Season: Team; No.; Games; Totals; Averages (per game)
G: B; K; H; D; M; T; G; B; K; H; D; M; T
2002: St Kilda; 28; 1; 0; 0; 3; 1; 4; 3; 2; 0.0; 0.0; 3.0; 1.0; 4.0; 3.0; 2.0
2003: St Kilda; 28; 12; 12; 3; 73; 52; 125; 30; 18; 1.0; 0.3; 6.1; 4.3; 10.4; 2.5; 1.5
2004: St Kilda; 28; 9; 9; 2; 58; 43; 101; 28; 25; 1.0; 0.2; 6.4; 4.8; 11.2; 3.1; 2.8
2005: St Kilda; 11; 8; 6; 3; 78; 43; 121; 35; 19; 0.8; 0.4; 9.8; 5.4; 15.1; 4.4; 2.4
2006: St Kilda; 11; 22; 12; 14; 270; 151; 421; 106; 81; 0.5; 0.6; 12.3; 6.9; 19.1; 4.8; 3.7
2007: St Kilda; 11; 21; 10; 12; 339; 163; 502; 108; 75; 0.5; 0.6; 16.1; 7.8; 23.9; 5.1; 3.6
2008: St Kilda; 11; 25; 12; 11; 388; 179; 567; 118; 82; 0.5; 0.4; 15.5; 7.2; 22.7; 4.7; 3.3
2009: St Kilda; 11; 24; 8; 19; 399; 271; 670; 123; 150; 0.3; 0.8; 16.6; 11.3; 27.9; 5.1; 6.3
2010: St Kilda; 11; 26; 18; 17; 429; 316; 745; 111; 126; 0.7; 0.7; 16.5; 12.2; 28.7; 4.3; 4.8
2011: St Kilda; 11; 21; 13; 10; 335; 171; 506; 88; 94; 0.6; 0.5; 16.0; 8.1; 24.1; 4.2; 4.5
2012: St Kilda; 11; 22; 13; 8; 324; 194; 518; 100; 104; 0.6; 0.4; 14.7; 8.8; 23.5; 4.5; 4.7
2013: St Kilda; 11; 21; 16; 8; 395; 226; 621; 101; 82; 0.8; 0.4; 18.8; 10.8; 29.6; 4.8; 3.9
2014: St Kilda; 11; 20; 9; 5; 310; 160; 470; 79; 80; 0.5; 0.3; 15.5; 8.0; 23.5; 4.0; 4.0
2015: St Kilda; 11; 17; 8; 9; 277; 209; 486; 85; 82; 0.5; 0.5; 16.3; 12.3; 28.6; 5.0; 4.8
2016: St Kilda; 11; 22; 4; 4; 339; 249; 588; 135; 60; 0.2; 0.2; 15.4; 11.3; 26.7; 6.1; 2.7
2017: St Kilda; 11; 16; 5; 1; 235; 165; 400; 96; 59; 0.3; 0.1; 14.7; 10.3; 25.0; 6.0; 3.7
Career: 287; 155; 126; 4252; 2593; 6845; 1346; 1139; 0.5; 0.4; 14.8; 9.0; 23.9; 4.7; 4.0

==Personal life==
In 2014, Montagna married his girlfriend of six years, Erinn Byrne.
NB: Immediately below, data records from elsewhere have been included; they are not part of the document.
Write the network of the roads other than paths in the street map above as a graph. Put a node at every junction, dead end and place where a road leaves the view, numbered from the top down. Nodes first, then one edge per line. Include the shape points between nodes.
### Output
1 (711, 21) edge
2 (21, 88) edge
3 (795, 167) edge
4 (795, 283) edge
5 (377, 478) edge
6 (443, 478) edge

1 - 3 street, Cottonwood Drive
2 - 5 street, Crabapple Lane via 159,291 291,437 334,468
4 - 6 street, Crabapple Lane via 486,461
Montagna, being of Italian heritage, has said that his surname is pronounced the traditional Italian way: Mon-tan-ya. However, Montagna says that he personally prefers the alternate pronunciation: Mon-tag-na.

Montagna was involved in a police investigation regarding a woman's claims of being sexually assaulted by St Kilda teammate Stephen Milne at Montagna's house in 2004. No allegations were made against Montagna. Initially, charges were not filed against Milne, but he was later charged with several counts of rape. Montagna testified in defence of Milne, telling the Melbourne Magistrates Court that no one was pressured into having sex, asserting that he could identify those present in the darkened room and observed Milne and the alleged victim kissing and cuddling. He denied hearing any complaints or witnessing Milne forcing himself on the woman. Milne eventually pleaded guilty to one count of indecent assault.